Records from a data source:
+ + + + +

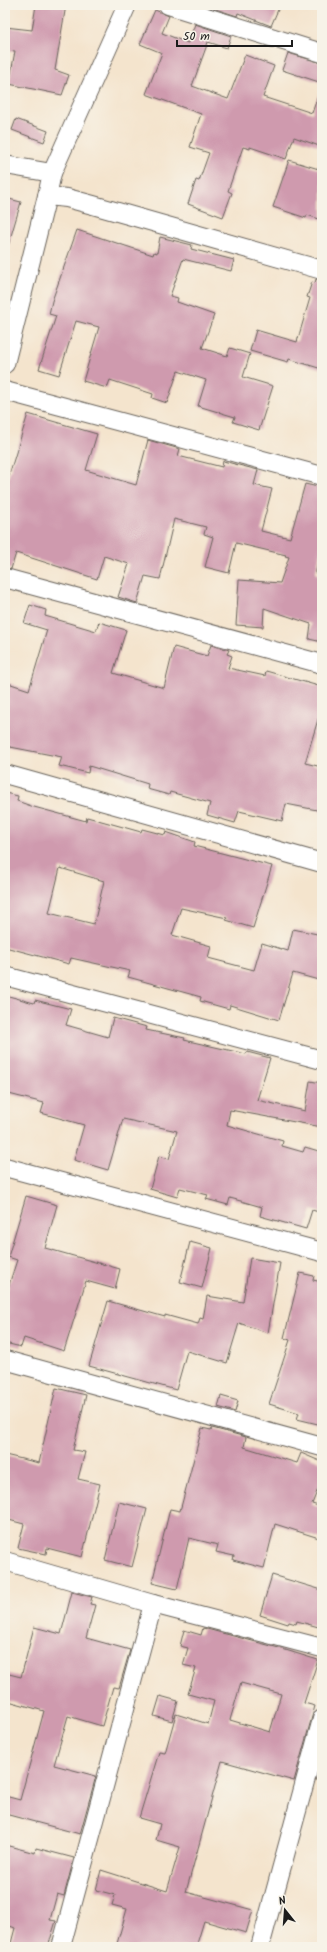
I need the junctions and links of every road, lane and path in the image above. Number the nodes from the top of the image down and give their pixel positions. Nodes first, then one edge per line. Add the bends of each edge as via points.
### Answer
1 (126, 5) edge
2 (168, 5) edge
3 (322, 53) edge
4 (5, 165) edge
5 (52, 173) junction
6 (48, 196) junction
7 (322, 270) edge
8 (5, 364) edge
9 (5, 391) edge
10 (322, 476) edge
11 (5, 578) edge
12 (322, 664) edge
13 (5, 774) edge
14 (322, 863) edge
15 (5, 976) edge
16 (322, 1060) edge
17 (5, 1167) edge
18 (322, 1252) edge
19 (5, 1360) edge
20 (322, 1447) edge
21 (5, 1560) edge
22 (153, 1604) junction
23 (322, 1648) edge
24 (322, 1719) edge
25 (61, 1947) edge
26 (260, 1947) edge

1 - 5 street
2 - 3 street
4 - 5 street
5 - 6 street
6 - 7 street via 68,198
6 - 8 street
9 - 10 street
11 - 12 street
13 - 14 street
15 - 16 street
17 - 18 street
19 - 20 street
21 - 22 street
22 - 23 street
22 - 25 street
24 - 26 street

+ + + + +

### Your assignment
Without changing a word, retype every entry above, but drop its pictures.

### Written answer
I need the junctions and links of every road, lane and path in the image above. Number the nodes from the top of the image down and give their pixel positions. Nodes first, then one edge per line. Add the bends of each edge as via points.
### Answer
1 (126, 5) edge
2 (168, 5) edge
3 (322, 53) edge
4 (5, 165) edge
5 (52, 173) junction
6 (48, 196) junction
7 (322, 270) edge
8 (5, 364) edge
9 (5, 391) edge
10 (322, 476) edge
11 (5, 578) edge
12 (322, 664) edge
13 (5, 774) edge
14 (322, 863) edge
15 (5, 976) edge
16 (322, 1060) edge
17 (5, 1167) edge
18 (322, 1252) edge
19 (5, 1360) edge
20 (322, 1447) edge
21 (5, 1560) edge
22 (153, 1604) junction
23 (322, 1648) edge
24 (322, 1719) edge
25 (61, 1947) edge
26 (260, 1947) edge

1 - 5 street
2 - 3 street
4 - 5 street
5 - 6 street
6 - 7 street via 68,198
6 - 8 street
9 - 10 street
11 - 12 street
13 - 14 street
15 - 16 street
17 - 18 street
19 - 20 street
21 - 22 street
22 - 23 street
22 - 25 street
24 - 26 street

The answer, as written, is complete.